━━━━━ Record excerpts
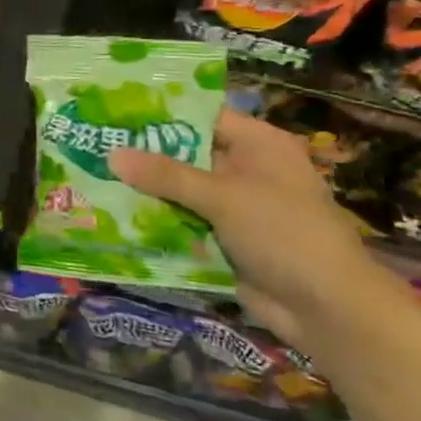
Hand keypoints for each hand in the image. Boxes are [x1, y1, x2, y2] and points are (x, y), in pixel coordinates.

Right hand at [109, 109, 391, 347]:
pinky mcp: (225, 240)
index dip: (161, 114)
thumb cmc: (283, 233)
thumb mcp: (223, 196)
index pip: (202, 117)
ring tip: (93, 178)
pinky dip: (158, 222)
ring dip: (147, 192)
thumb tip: (111, 154)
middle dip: (145, 156)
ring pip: (181, 192)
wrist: (327, 308)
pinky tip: (115, 216)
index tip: (116, 112)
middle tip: (94, 146)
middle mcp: (246, 169)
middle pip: (187, 155)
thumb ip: (166, 175)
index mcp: (258, 145)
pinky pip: (184, 224)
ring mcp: (235, 207)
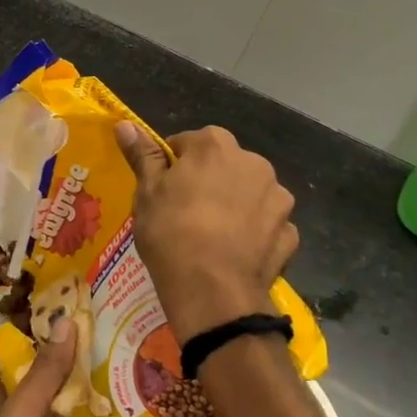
━━━━━━━━━━
■ Your assignment ■
None of the pictures belong in the copy. Write out exactly the lines from the line that holds "thumb tip: (111, 154)" through the last line of the listing above, both ends included.

■ Result ■
thumb tip: (111, 154)
middle dip: (145, 156)
ring pip: (181, 192)
wrist: (327, 308)
pinky tip: (115, 216)
index tip: (116, 112)
middle tip: (94, 146)
middle mcp: (246, 169)
middle pip: (187, 155)
thumb ip: (166, 175)
index mcp: (258, 145)
pinky pip: (184, 224)
ring mcp: (235, 207)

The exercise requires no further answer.